Ocean acidification harms organisms whose life depends on shells and on coral reefs. The shell-building capacity of this organism declines with decreasing aragonite saturation, which is due to the increase of average pH in the seas. Therefore, it affects important marine ecosystems hosting high biodiversity and food availability[1].

Monitoring and containing ocean acidification helps keep coral reefs and shell-building organisms from dissolving, and thus helps prevent ecological disasters. Unfortunately, environmental observations of parameters like aragonite saturation and pH are usually available as scattered in situ data, published on restricted-access data e-Infrastructures (e.g. the Copernicus Marine Environment Monitoring Service).
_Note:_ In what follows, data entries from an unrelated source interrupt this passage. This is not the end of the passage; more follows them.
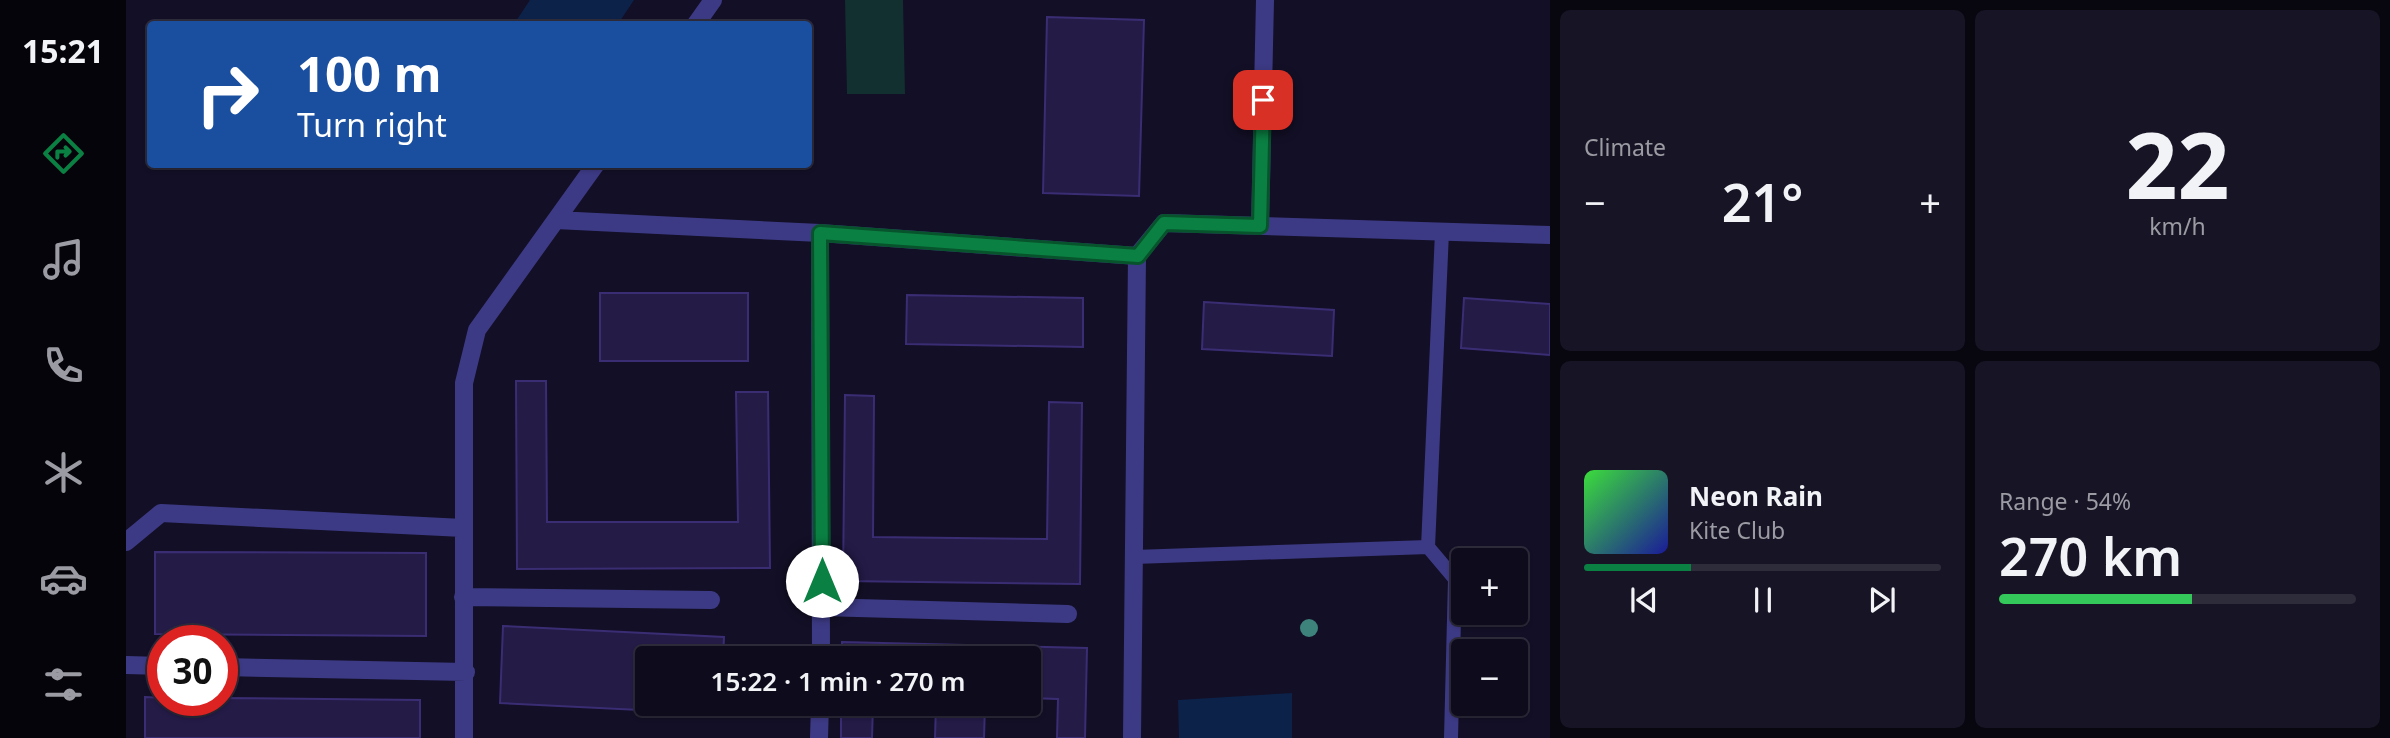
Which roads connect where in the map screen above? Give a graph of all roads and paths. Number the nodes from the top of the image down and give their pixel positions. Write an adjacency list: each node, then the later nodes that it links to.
1 (713, 0): 3 (street)
2 (1265, 0): 6 (street)
3 (698, 21)
4 (593, 168): 5 (street)
5 (556, 220): 8 (street); 11 (street)
6 (1260, 226): 7 (street); 10 (street)
7 (1442, 232): 9 (street); 13 (lane)
8 (820, 233): 10 (street); 17 (street)
9 (1550, 235)
10 (1138, 256): 14 (street)
11 (463, 528): 12 (street); 15 (street)
12 (126, 542)
13 (1428, 547): 14 (lane); 28 (lane)
14 (1134, 557): 27 (street)
15 (463, 597): 16 (street); 23 (street)
16 (710, 600)
17 (822, 607): 18 (street); 19 (street)
18 (1068, 614)
19 (821, 646)
20 (126, 665): 21 (street)
21 (147, 666)
22 (238, 667): 23 (street)
23 (466, 672): 25 (street)
24 (820, 716): 26 (street)
25 (464, 738)
26 (819, 738)
27 (1132, 738)
28 (1451, 738)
On the other hand, interpolation services exist (e.g. SeaDataNet DIVA service) to estimate global, uniform distributions of environmental parameters from scattered observations. However, these services usually require data to comply with a non-standard format and cannot directly accept in situ data. Furthermore, they do not support facilities neither to communicate their results (geographical data) to other people nor to publish them for the larger public.

The BlueBRIDGE e-Infrastructure is able to create a bridge between several e-Infrastructures to fill the communication gap between them. As for the ocean acidification monitoring case, it can transform a set of Copernicus in situ marine observations of an acidification parameter into one uniform global distribution map, published in a data catalogue under standard geographical representation formats (e.g. Web Map Service, Web Feature Service, Web Coverage Service). The BlueBRIDGE Cloud computing platform, which uses European Grid Infrastructure (EGI) resources, hosts a process that is able to

  • import Copernicus observations,
  • organize them into a suitable format for the SeaDataNet interpolation service,
  • execute the interpolation process and
  • publish or share the output as a gradient map.

This process invokes the interpolation service, using a cloud computing strategy to process both the input and output. Finally, the infrastructure includes a geospatial services network, on which the computing system can store data and publish them as GIS maps. The process is also endowed with a graphical user interface, available through the BlueBRIDGE Web portal. Users can decide the access policy to apply to the data. For example, they can share them either with selected colleagues or with all the participants in the Virtual Research Environments they are involved in.

Thus, this bridge expands the possibilities offered by the e-Infrastructures connected by BlueBRIDGE. In particular, it adds efficient data pre- and post- processing, sharing, and publication facilities. Therefore, it strongly facilitates producing global information about ocean acidification from scattered sea observations, with respect to the original scenario of independent infrastructures. A demonstrative video explains the details of this use case.


[1] Ries, J. B. (2012). A sea butterfly flaps its wings.